### abstract ###
Understanding complex networks of protein-protein interactions is one of the foremost challenges of the post-genomic era.
Due to the recent advances in experimental bio-technology, including yeast-2-hybrid, tandem affinity purification and other high-throughput methods for protein-protein interaction detection, huge amounts of PPI network data are becoming available.
Of major concern, however, are the levels of noise and incompleteness.
For example, for Y2H screens, it is thought that the false positive rate could be as high as 64 percent, and the false negative rate may range from 43 percent to 71 percent.
TAP experiments are believed to have comparable levels of noise.
We present a novel technique to assess the confidence levels of interactions in PPI networks obtained from experimental studies.
We use it for predicting new interactions and thus for guiding future biological experiments.
This technique is the first to utilize currently the best fitting network model for PPI networks, geometric graphs.
Our approach achieves specificity of 85 percent and sensitivity of 90 percent.
We use it to assign confidence scores to physical protein-protein interactions in the human PPI network downloaded from BioGRID.
Using our approach, we predict 251 interactions in the human PPI network, a statistically significant fraction of which correspond to protein pairs sharing common GO terms.
Moreover, we validate a statistically significant portion of our predicted interactions in the HPRD database and the newer release of BioGRID.

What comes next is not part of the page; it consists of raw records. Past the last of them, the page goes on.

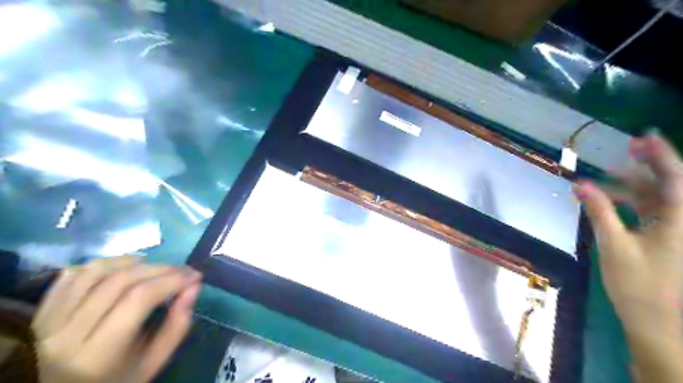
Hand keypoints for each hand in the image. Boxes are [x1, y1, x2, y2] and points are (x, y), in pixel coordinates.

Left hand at [31, 256, 199, 382]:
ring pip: (96, 271)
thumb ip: (176, 327)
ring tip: (154, 266)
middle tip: (183, 271)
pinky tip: (121, 269)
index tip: (195, 276)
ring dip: (132, 261)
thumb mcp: (151, 364)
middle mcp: (67, 332)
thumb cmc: (114, 381)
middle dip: (160, 269)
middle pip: (120, 281)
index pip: (139, 299)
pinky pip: (72, 275)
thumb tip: (194, 287)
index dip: (172, 280)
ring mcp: (48, 319)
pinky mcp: (41, 311)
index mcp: (98, 353)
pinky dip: (102, 264)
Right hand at [576, 135, 682, 382]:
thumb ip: (599, 211)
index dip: (660, 155)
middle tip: (624, 150)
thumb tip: (580, 185)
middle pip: (670, 184)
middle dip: (648, 165)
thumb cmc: (640, 286)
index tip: (641, 137)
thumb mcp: (614, 246)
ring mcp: (679, 231)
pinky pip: (654, 212)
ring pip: (660, 198)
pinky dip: (633, 203)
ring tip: (606, 178)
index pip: (674, 178)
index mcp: (679, 220)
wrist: (663, 325)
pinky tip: (612, 201)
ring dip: (634, 185)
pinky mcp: (670, 241)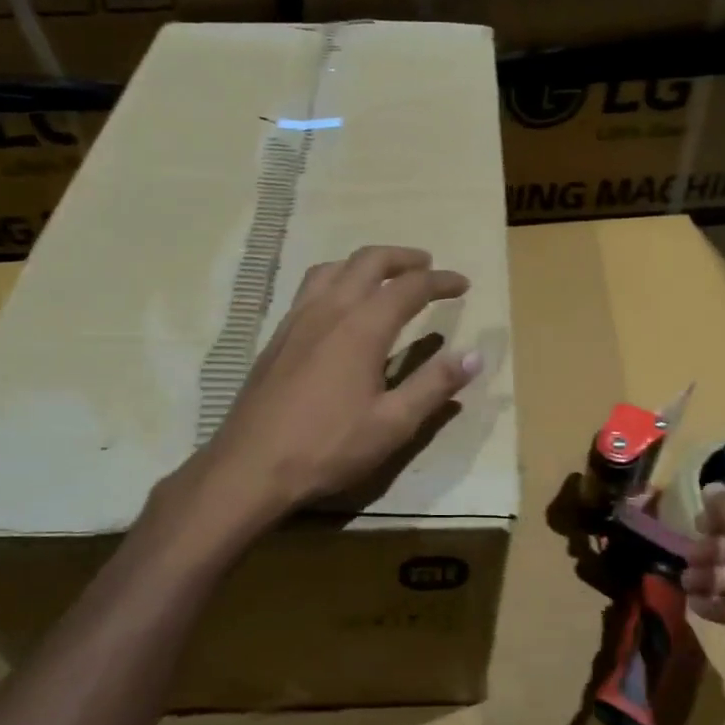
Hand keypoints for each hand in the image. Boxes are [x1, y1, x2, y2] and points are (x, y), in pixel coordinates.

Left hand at [192, 245, 481, 516]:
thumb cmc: (327, 447)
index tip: (463, 284)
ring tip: (384, 277)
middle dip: (402, 258)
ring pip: (333, 268)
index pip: (409, 287)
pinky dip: (337, 279)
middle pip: (368, 262)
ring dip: (365, 263)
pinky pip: (311, 288)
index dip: (440, 281)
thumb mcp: (393, 424)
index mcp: (361, 327)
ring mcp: (297, 320)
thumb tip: (475, 355)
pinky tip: (339, 307)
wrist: (250, 467)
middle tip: (427, 265)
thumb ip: (434, 385)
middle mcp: (329, 310)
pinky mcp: (278, 336)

The data and Matlab code implementing the methods are freely available from the web site: LINK.
### introduction ###
Networks are used to model natural phenomena studied in computational and systems biology.
Nodes in networks represent biomolecules such as genes or proteins, and edges between the nodes indicate interactions between the corresponding biomolecules.
These interactions could be of many different types, including functional, genetic, and physical interactions.
Understanding these complex networks is a fundamental issue in systems biology.
Of particular importance are protein-protein interaction networks.
In PPI networks, nodes correspond to proteins and two nodes are linked by an edge if the corresponding proteins can interact.
The topology of PPI networks can give new insight into the function of individual proteins, protein complexes and cellular machinery as a complex system CITATION, CITATION .
Advances in high-throughput techniques such as yeast-2-hybrid, tandem affinity purification, and mass spectrometric protein complex identification are producing a growing amount of experimental PPI data for many organisms CITATION CITATION.
However, the data produced by these techniques have very high levels of false positives and false negatives.
Y2H screens have false negative rates in the range from 43 percent to 71 percent and TAP has false negative rates of 15 percent 50 percent CITATION.
False positive rates for Y2H could be as high as 64 percent and for TAP experiments they could be as high as 77 percent CITATION.
Thus, reducing the level of noise in PPI networks and assessing the confidence of each interaction is an essential task.
Two recent studies provided two high quality PPI data sets for Saccharomyces cerevisiae CITATION, CITATION.
Gavin et al. CITATION defined socio-affinity scores measuring the log-odds of the number of times two proteins are observed together, relative to their frequency in the data set.
They use not only direct bait-prey connections but also indirect prey-prey relationships.
In this, two proteins are each identified as preys in a purification in which a third protein is used as bait.
Krogan et al. CITATION used machine learning methods, including Bayesian networks and boosted stump decision trees, to define confidence scores for potential interactions.
These scores are based on direct bait-prey observations.
They used a Markov clustering algorithm to define protein complexes.
Data sets produced by these two groups are very different and thought to contain many false positives.
In CITATION these two data sets were merged into one set of experimentally based PPIs by analyzing the primary affinity purification data using the purification enrichment scoring system.
Using the set of manually curated PPIs, they showed that this new data set is more accurate than the original individual sets and is comparable to PPIs defined using small scale experimental methods.
From the original 12,122 interactions from these two studies in the General Repository of Interaction Data CITATION they discarded 7,504 as being of low confidence.
Applying their metric they discovered 4456 new interactions, that were not among the original 12,122 interactions, and produced a set of 9,074 interactions with accuracy comparable to the accuracy of the small scale experiments.
In this paper we use this high confidence data set to test our approach.
In recent years several random graph models have been proposed to model PPI networks: Erd s-R nyi random graphs with the same degree distribution as in data CITATION, scale-free graphs CITATION, geometric random graphs CITATION CITATION, and stickiness-index-based models CITATION.
The technique presented in this paper is one of the first to use a network model of PPI networks for purposes other than just generating synthetic data.
We demonstrate that a geometric graph model can be used for assessing the confidence levels of known interactions in PPI networks and predicting novel ones.
We apply our technique to de-noise PPI data sets by detecting false positives and false negative interactions.
This new approach is compared with existing PPI network post-processing techniques in the final section.